=== Section Start ===

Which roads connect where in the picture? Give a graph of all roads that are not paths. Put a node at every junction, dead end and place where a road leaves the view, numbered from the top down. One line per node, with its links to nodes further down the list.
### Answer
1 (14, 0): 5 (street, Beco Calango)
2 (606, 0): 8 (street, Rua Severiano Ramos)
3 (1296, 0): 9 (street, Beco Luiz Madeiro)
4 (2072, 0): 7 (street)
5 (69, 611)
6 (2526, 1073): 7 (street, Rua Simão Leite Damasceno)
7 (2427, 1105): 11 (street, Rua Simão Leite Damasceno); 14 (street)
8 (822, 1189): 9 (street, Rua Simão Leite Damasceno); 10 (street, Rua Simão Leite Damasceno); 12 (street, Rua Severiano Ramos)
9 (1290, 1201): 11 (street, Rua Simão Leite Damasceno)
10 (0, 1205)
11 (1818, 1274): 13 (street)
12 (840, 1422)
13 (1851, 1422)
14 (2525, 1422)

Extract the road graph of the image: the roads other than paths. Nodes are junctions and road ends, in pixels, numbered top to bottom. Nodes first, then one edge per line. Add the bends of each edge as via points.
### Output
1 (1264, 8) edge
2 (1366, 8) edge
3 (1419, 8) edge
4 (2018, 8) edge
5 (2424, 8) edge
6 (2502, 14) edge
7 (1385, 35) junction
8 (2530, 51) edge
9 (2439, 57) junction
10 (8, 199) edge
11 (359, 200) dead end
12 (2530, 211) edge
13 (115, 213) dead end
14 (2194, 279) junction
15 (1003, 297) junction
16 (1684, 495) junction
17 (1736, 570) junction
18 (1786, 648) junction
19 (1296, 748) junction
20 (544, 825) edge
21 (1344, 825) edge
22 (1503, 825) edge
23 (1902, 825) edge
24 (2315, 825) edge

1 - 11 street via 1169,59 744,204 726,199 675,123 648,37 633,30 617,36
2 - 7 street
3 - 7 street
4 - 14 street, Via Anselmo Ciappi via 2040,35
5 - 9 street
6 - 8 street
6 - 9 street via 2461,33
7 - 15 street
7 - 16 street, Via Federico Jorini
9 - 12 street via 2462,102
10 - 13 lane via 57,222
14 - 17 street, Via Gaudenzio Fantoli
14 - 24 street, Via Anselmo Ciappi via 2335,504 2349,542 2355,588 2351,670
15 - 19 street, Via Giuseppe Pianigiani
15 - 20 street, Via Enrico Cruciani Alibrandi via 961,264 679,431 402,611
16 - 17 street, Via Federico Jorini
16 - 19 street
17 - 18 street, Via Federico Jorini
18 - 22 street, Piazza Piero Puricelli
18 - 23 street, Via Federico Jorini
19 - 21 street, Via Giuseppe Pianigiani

=== Section End ===

- EXERCISE -
Your output must be the lines of the material above, from the first through the line that contains "Extract the road", copied exactly. Include both endpoints and nothing else.

- ANSWER TO THIS EXERCISE -
Which roads connect where in the picture? Give a graph of all roads that are not paths. Put a node at every junction, dead end and place where a road leaves the view, numbered from the top down. One line per node, with its links to nodes further down the list.
### Answer
1 (14, 0): 5 (street, Beco Calango)
2 (606, 0): 8 (street, Rua Severiano Ramos)
3 (1296, 0): 9 (street, Beco Luiz Madeiro)
4 (2072, 0): 7 (street)
5 (69, 611)
6 (2526, 1073): 7 (street, Rua Simão Leite Damasceno)
7 (2427, 1105): 11 (street, Rua Simão Leite Damasceno); 14 (street)
8 (822, 1189): 9 (street, Rua Simão Leite Damasceno); 10 (street, Rua Simão Leite Damasceno); 12 (street, Rua Severiano Ramos)
9 (1290, 1201): 11 (street, Rua Simão Leite Damasceno)
10 (0, 1205)
11 (1818, 1274): 13 (street)
12 (840, 1422)
13 (1851, 1422)
14 (2525, 1422)

Extract the road graph of the image: the roads other than paths. Nodes are junctions and road ends, in pixels, numbered top to bottom. Nodes first, then one edge per line. Add the bends of each edge as via points.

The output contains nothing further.